She hasn’t seen Justin in so long, what her own mother would have called “a donkey’s age.” One night she’d caught him taking cash from her purse. It was practically all she had left, after months of his emptying the house of anything of value, including her hope, until it was just the two of them, cheapened, bankrupt.

“I can’t live like this anymore. Get out and don’t come back,” she’d screamed in a new, witchy voice. How many times had she thoughts the words. But then asked herself, Where would he go? Who would want her sick and broken boy?

Justin had paused, his hand full of dollar bills. He was both large and gaunt, like a medieval executioner in his black hoody. Beyond the five o’clock shadow and dilated eyes, she’d seen the little boy frozen in time. The one who used to run his Matchbox cars gently up and down her back and arms, whispering, “Get in the car. I’m late for work.” The same one who on trips both short and long would fall asleep in his plush, elevated car seat, waiting for her kiss to wake him, then smiling up at her like she was the sun.

That night he’d strode to her in just a few steps — an angry giant — and given her a tremendous shove.

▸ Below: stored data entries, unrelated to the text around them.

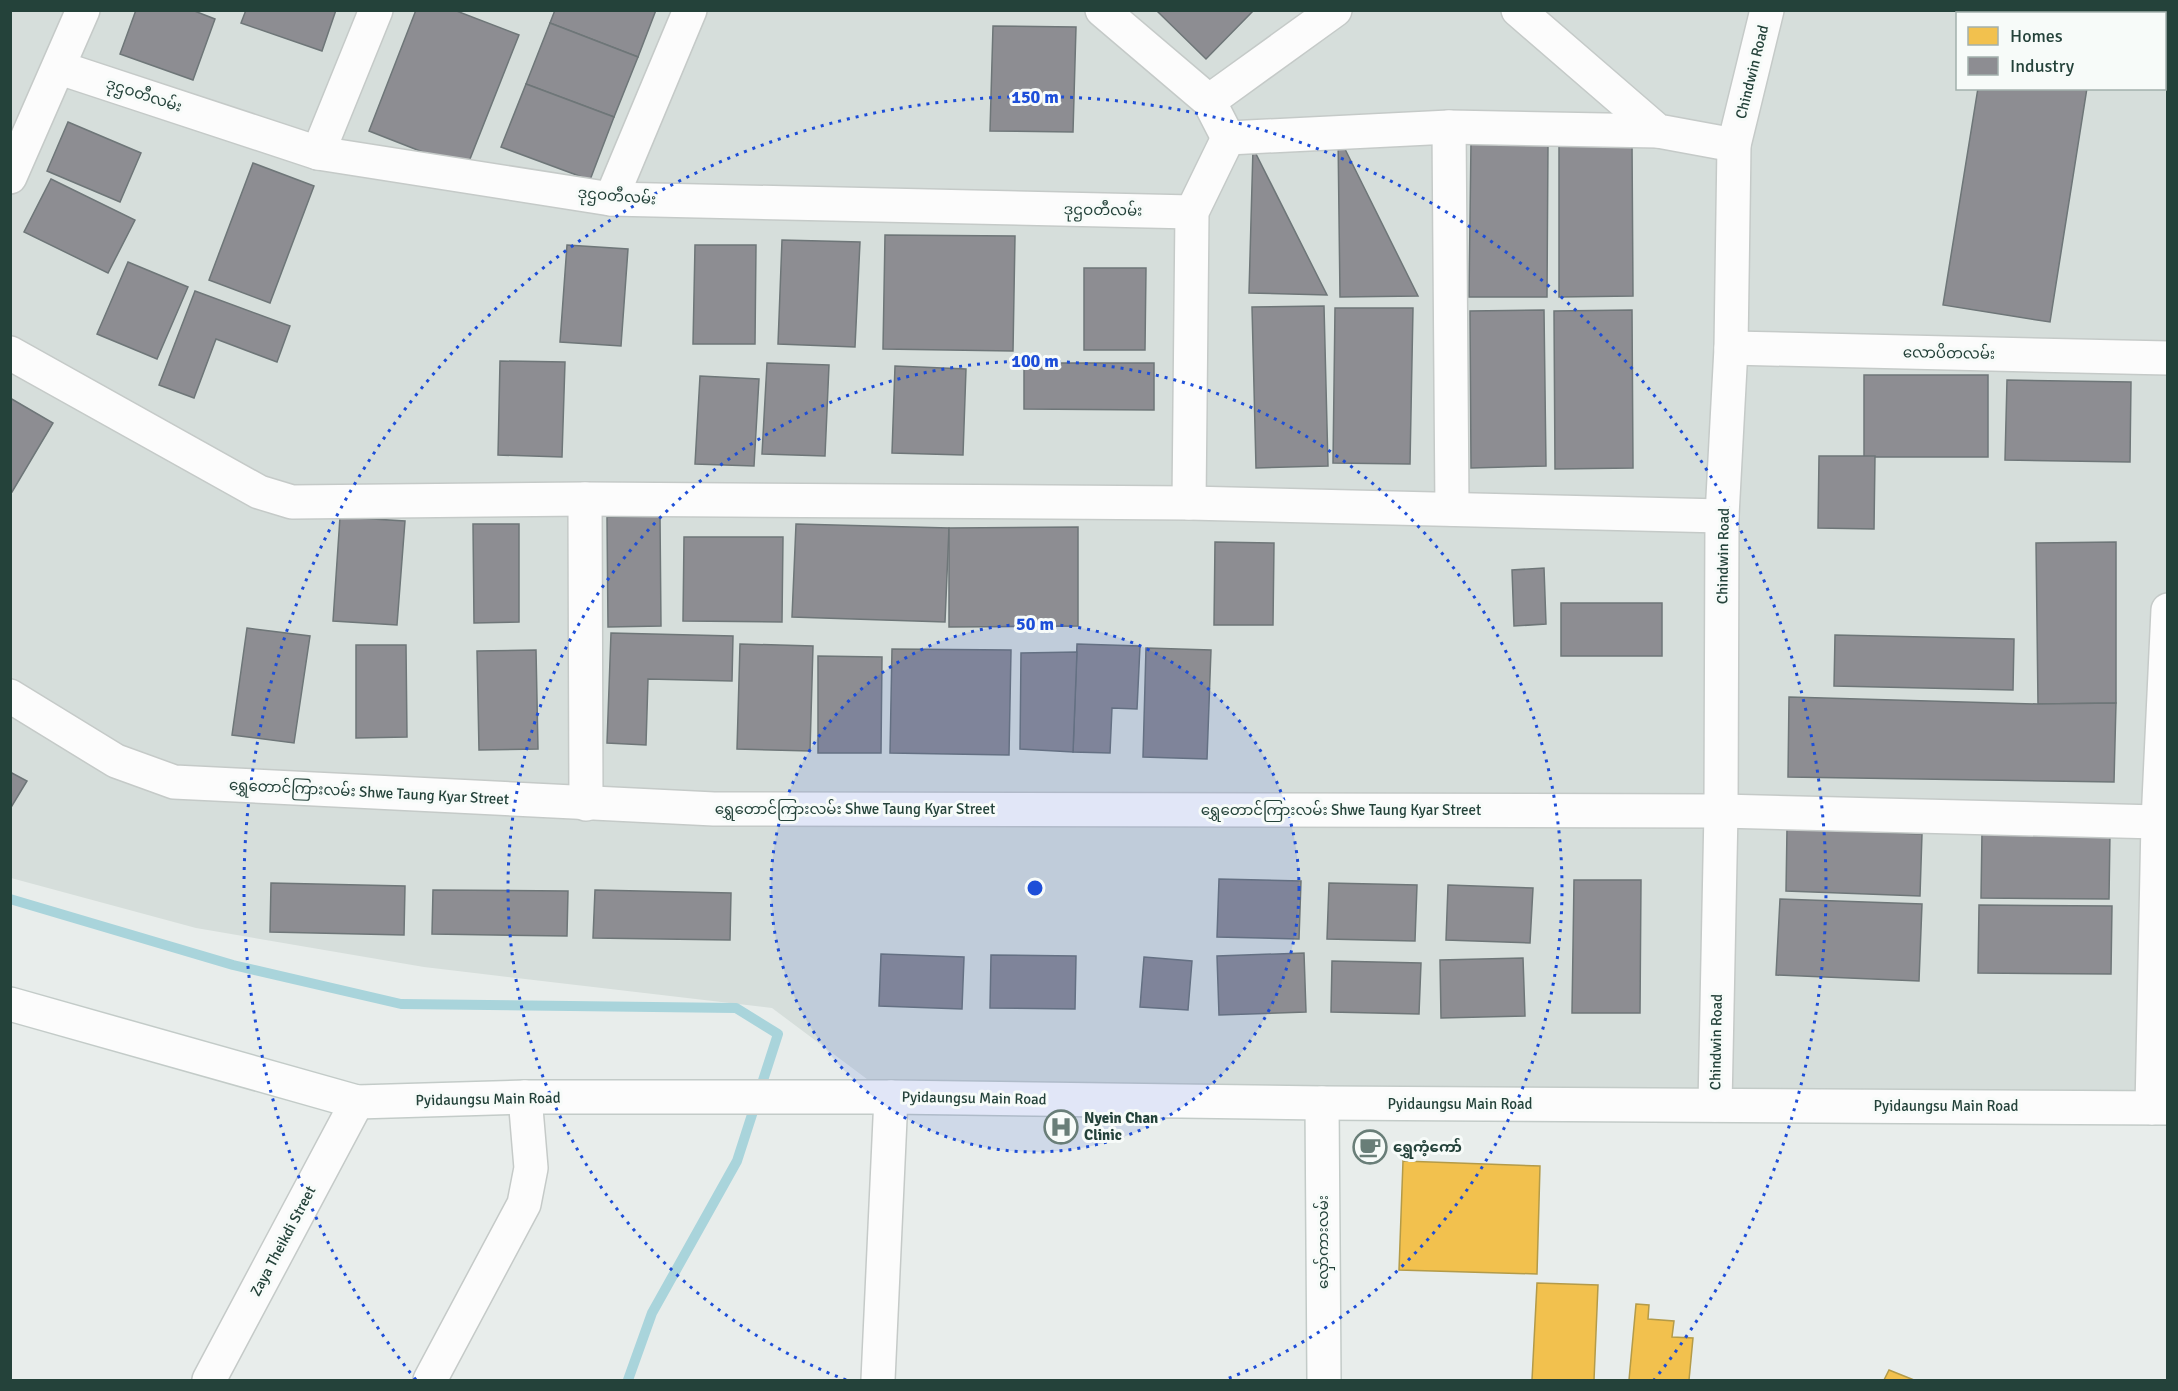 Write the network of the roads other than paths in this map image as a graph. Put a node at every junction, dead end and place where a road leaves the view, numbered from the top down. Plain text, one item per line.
1 (83, 10) edge
2 (376, 10) edge
3 (690, 10) edge
4 (1102, 10) edge
5 (1335, 10) edge
6 (1518, 10) edge
7 (1767, 10) edge
8 (60, 68) junction
9 (1209, 101) junction
10 (1449, 127) junction
11 (1658, 131) junction
12 (1228, 138) junction
13 (1734, 146) junction
14 (318, 153) junction
15 (10, 177) edge
16 (611, 199) junction
17 (1192, 212) junction
18 (1731, 348) junction
19 (10, 353) edge
20 (2168, 358) edge
21 (585, 499) junction
22 (1189, 503) junction
23 (1452, 509) junction
24 (1722, 516) junction
25 (2168, 610) edge
26 (2166, 661) edge
27 (10, 696) edge
28 (586, 804) junction
29 (1721, 810) junction
30 (2158, 822) junction
31 (10, 1004) edge
32 (525, 1097) junction
33 (891, 1097) junction
34 (357, 1102) junction
35 (1322, 1103) junction
36 (1715, 1105) junction
37 (2159, 1108) edge
38 (209, 1380) edge
39 (430, 1380) edge
40 (878, 1380) edge
41 (1324, 1380) edge

1 - 8 street
2 - 14 street
3 - 16 street
4 - 9 street
5 - 9 street
6 - 11 street
7 - 13 street, Chindwin Road
8 - 14 street, ဒုဌဝတီလမ်း
8 - 15 street
9 - 12 street
10 - 11 street
10 - 12 street
10 - 23 street
11 - 13 street
12 - 17 street
13 - 18 street, Chindwin Road
14 - 16 street, ဒုဌဝတီလမ်း
16 - 17 street, ဒုဌဝတီလမ်း
17 - 22 street
18 - 20 street, လောပိတလမ်း
18 - 24 street, Chindwin Road
19 - 21 street
21 - 22 street
21 - 28 street
22 - 23 street
23 - 24 street
24 - 29 street, Chindwin Road
25 - 26 street
26 - 30 street
27 - 28 street, ရွှေတောင်ကြားလမ်း Shwe Taung Kyar Street
28 - 29 street, ရွှေတောင်ကြားလမ်း Shwe Taung Kyar Street
29 - 30 street, ရွှေတောင်ကြားလမ်း Shwe Taung Kyar Street
29 - 36 street, Chindwin Road
30 - 37 street
31 - 34 street, Pyidaungsu Main Road
32 - 33 street, Pyidaungsu Main Road
32 - 34 street, Pyidaungsu Main Road
32 - 39 street
33 - 35 street, Pyidaungsu Main Road
33 - 40 street
34 - 38 street, Zaya Theikdi Street
35 - 36 street, Pyidaungsu Main Road
35 - 41 street, လှော်ကားလမ်း
36 - 37 street, Pyidaungsu Main Road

She’d fallen backward and heard before she felt the bone break.

“Fine. I’m sick of this scene.” Justin had swept his arm around the house, encompassing its shabbiness, including her now beneath him. “You’re just dragging me down. That’s all you’ve ever done.”

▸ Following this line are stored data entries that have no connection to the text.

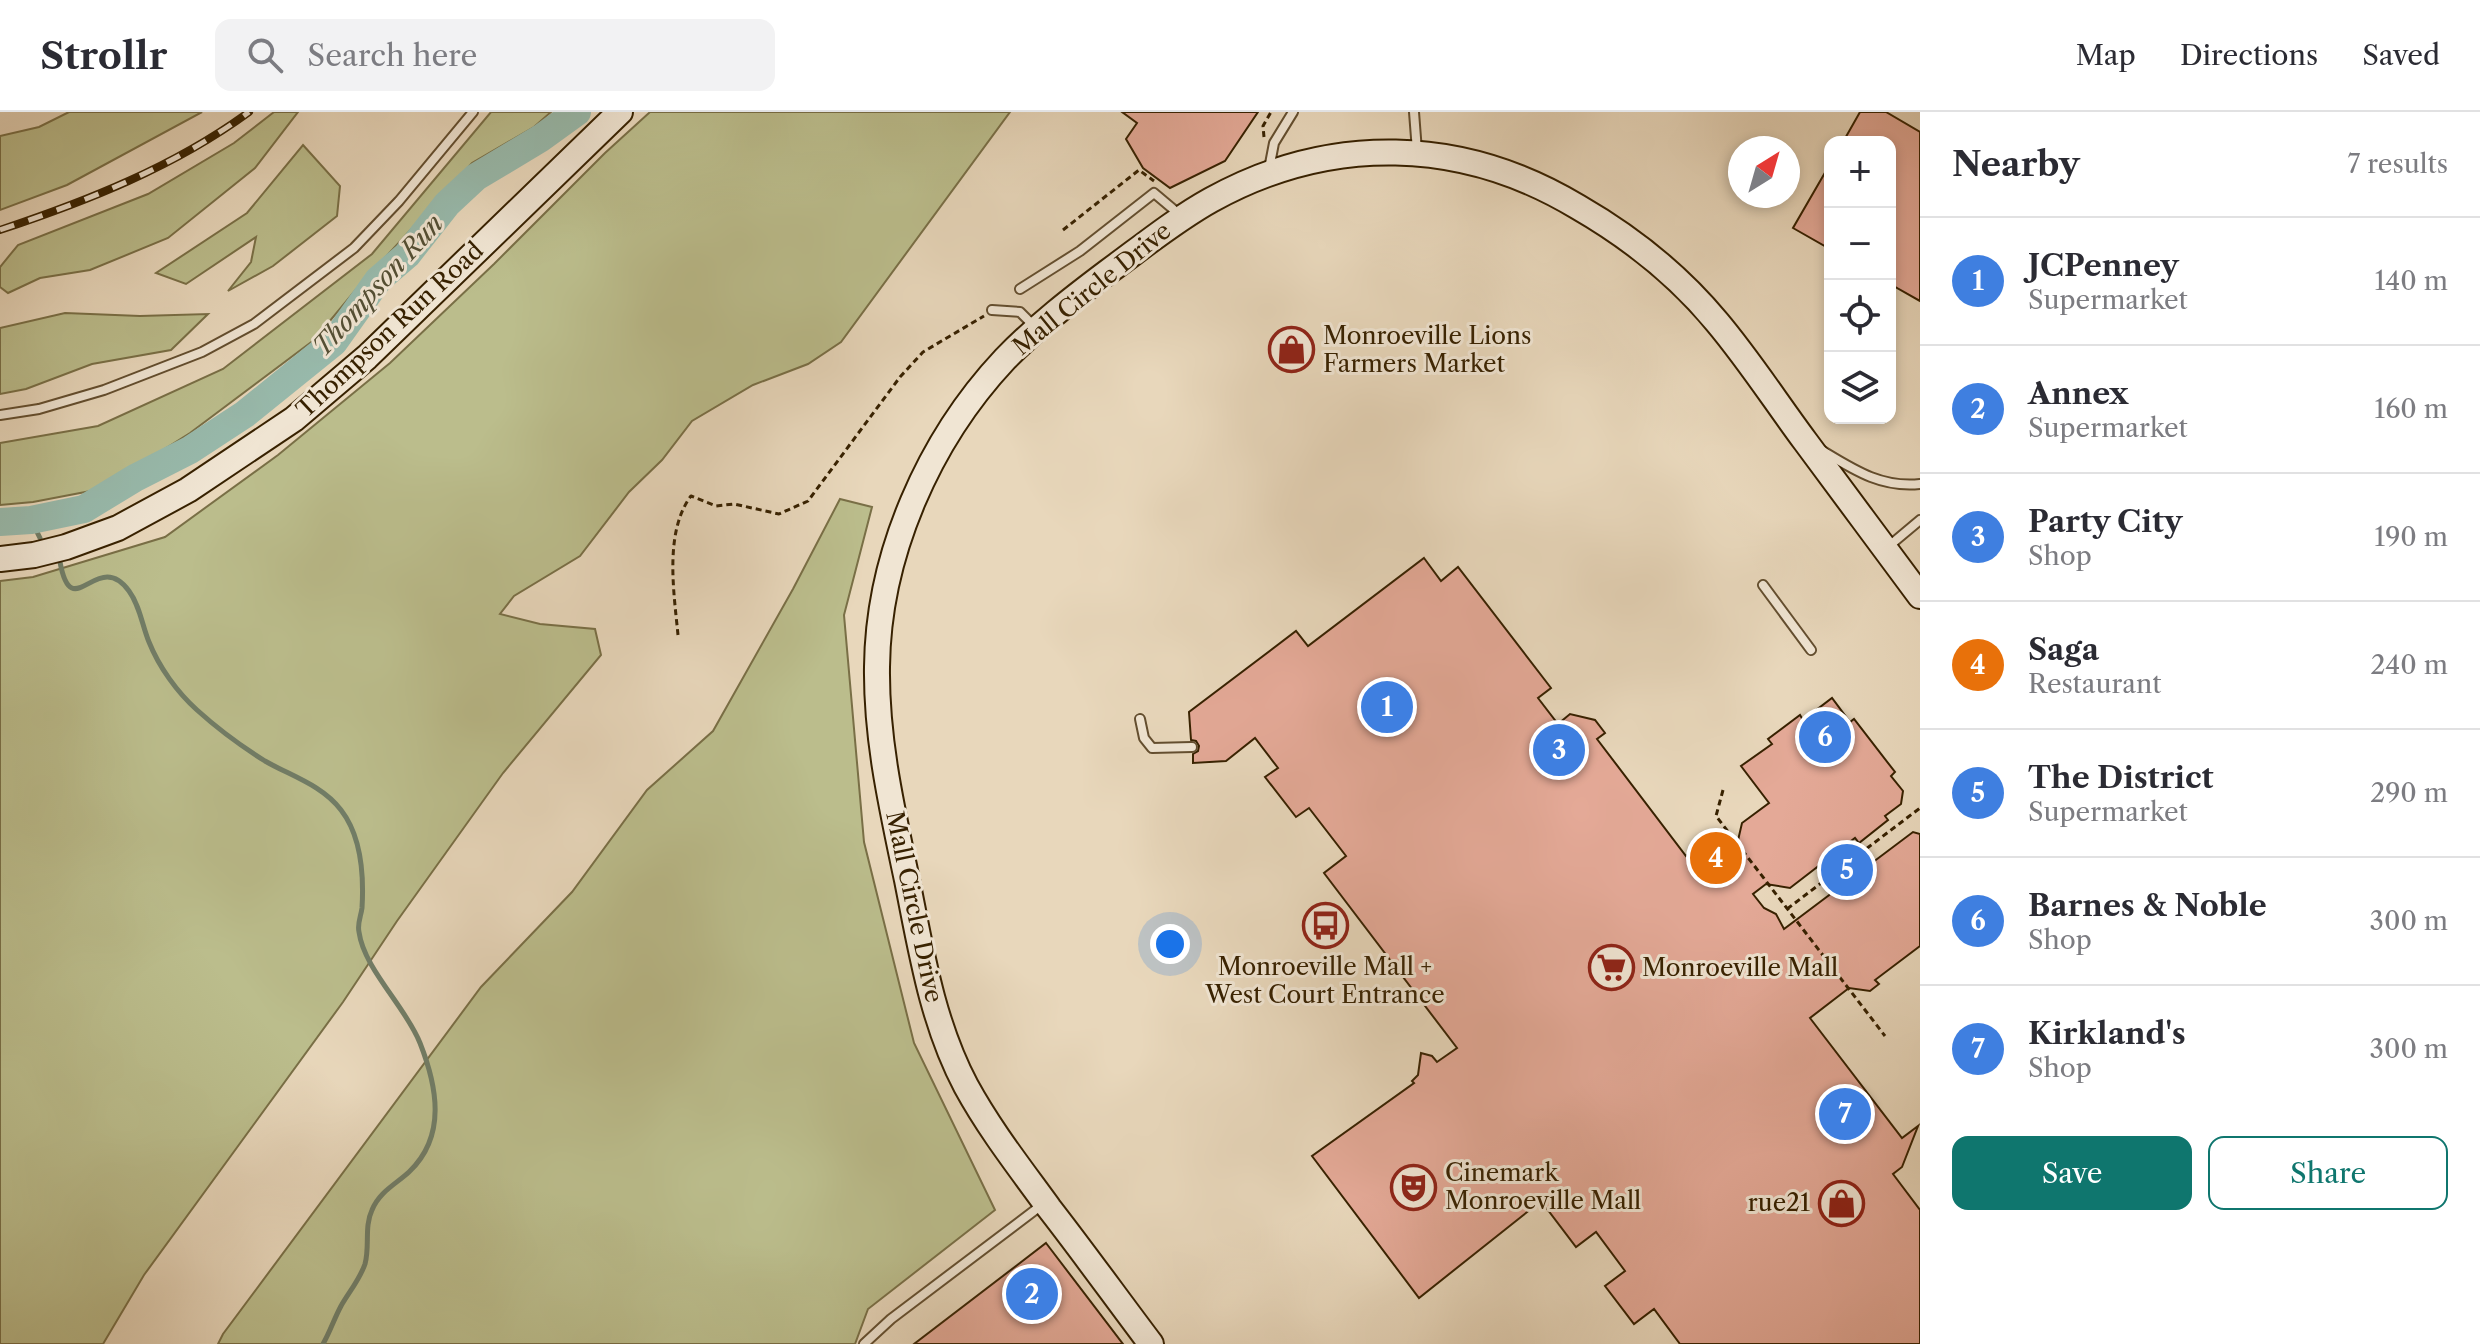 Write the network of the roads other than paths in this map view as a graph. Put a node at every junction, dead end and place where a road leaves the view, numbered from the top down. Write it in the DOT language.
graph roads {
  1 [pos="473,112"];
  2 [pos="620,112"];
  3 [pos="1293,112"];
  4 [pos="1414,112"];
  5 [pos="1416,153"];
  6 [pos="1268,174"];
  7 [pos="1180,220"];
  8 [pos="1020,289"];
  9 [pos="992,310"];
  10 [pos="1037,329"];
  11 [pos="0,415"];
  12 [pos="1803,438"];
  13 [pos="1920,484"];
  14 [pos="1919,524"];
  15 [pos="1885,549"];
  16 [pos="0,559"];
  17 [pos="1763,585"];
  18 [pos="1920,596"];
  19 [pos="1811,650"];
  20 [pos="1140,719"];
  21 [pos="1192,747"];
  22 [pos="1045,1202"];
  23 [pos="864,1344"];
  24 [pos="1151,1344"];
  1 -- 11 [label="lane"];
  2 -- 16 [label="street, Thompson Run Road"];
  3 -- 6 [label="lane"];
  4 -- 5 [label="lane"];
  5 -- 6 [label="street, Mall Circle Drive"];
  5 -- 12 [label="street, Mall Circle Drive"];
  6 -- 7 [label="street, Mall Circle Drive"];
  7 -- 8 [label="lane"];
  7 -- 10 [label="street, Mall Circle Drive"];
  9 -- 10 [label="lane"];
  10 -- 22 [label="street, Mall Circle Drive"];
  12 -- 13 [label="lane"];
  12 -- 15 [label="street, Mall Circle Drive"];
  14 -- 15 [label="lane"];
  15 -- 18 [label="street, Mall Circle Drive"];
  17 -- 19 [label="lane"];
  20 -- 21 [label="lane"];
  22 -- 23 [label="lane"];
  22 -- 24 [label="street, Mall Circle Drive"];
}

He’d slammed the door so hard that the peephole window within it had shattered, leaving a child-sized view into their cursed kingdom.

At the ER, the doctor had set her wrist and given her a bottle of painkillers. After taking two pills, she’d said, “My son would love these.”

“Are you safe at home?” The doctor had looked at her, hard, through his large glasses.

When she’d begun to sob, everything had happened in a rush — a police report, a restraining order, a man changing the locks on her newly repaired door.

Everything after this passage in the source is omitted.